## Assigned task
All records are to be reproduced verbatim, with images omitted.
** Opening Data listing block **
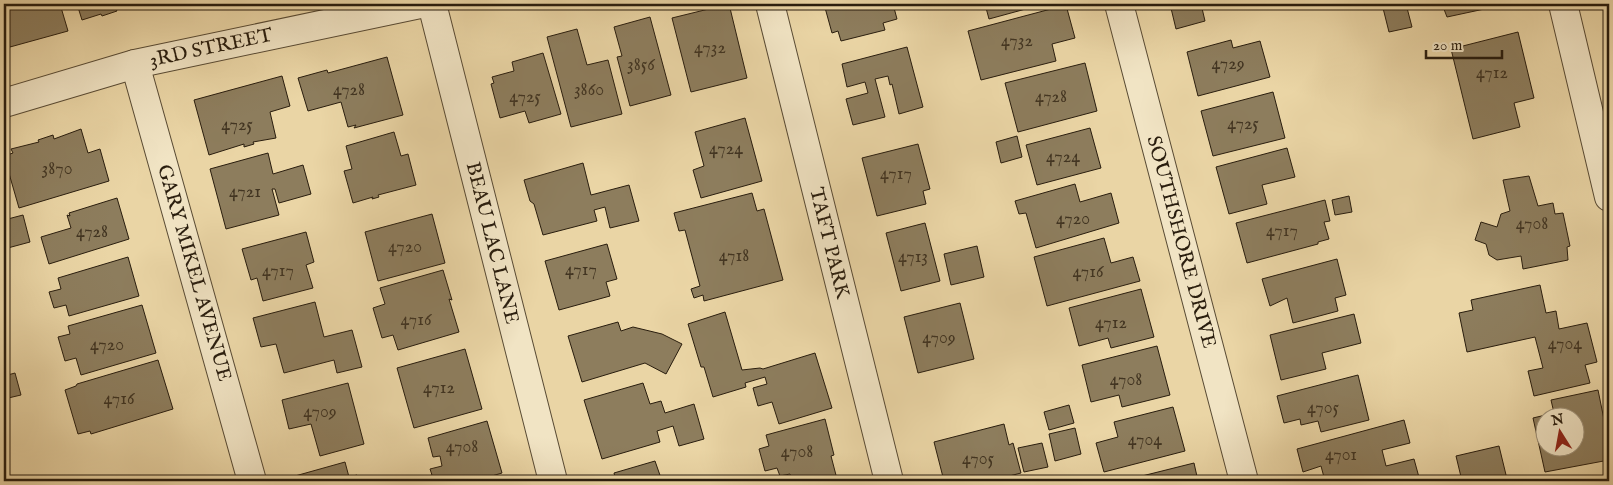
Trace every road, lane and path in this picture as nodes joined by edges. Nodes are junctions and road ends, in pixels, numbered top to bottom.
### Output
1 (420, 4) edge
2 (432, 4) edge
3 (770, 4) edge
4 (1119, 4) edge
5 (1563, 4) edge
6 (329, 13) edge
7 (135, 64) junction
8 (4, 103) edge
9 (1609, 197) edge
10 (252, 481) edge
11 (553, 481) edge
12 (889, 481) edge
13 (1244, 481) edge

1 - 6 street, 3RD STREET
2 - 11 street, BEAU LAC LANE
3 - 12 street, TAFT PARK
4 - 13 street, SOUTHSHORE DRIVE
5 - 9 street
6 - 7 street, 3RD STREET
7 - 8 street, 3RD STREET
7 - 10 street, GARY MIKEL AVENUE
** Closing Data listing block **
## Task output
Trace every road, lane and path in this picture as nodes joined by edges. Nodes are junctions and road ends, in pixels, numbered top to bottom.
### Output
1 (420, 4) edge
2 (432, 4) edge
3 (770, 4) edge
4 (1119, 4) edge
5 (1563, 4) edge
6 (329, 13) edge
7 (135, 64) junction
8 (4, 103) edge
9 (1609, 197) edge
10 (252, 481) edge
11 (553, 481) edge
12 (889, 481) edge
13 (1244, 481) edge

1 - 6 street, 3RD STREET
2 - 11 street, BEAU LAC LANE
3 - 12 street, TAFT PARK
4 - 13 street, SOUTHSHORE DRIVE
5 - 9 street
6 - 7 street, 3RD STREET
7 - 8 street, 3RD STREET
7 - 10 street, GARY MIKEL AVENUE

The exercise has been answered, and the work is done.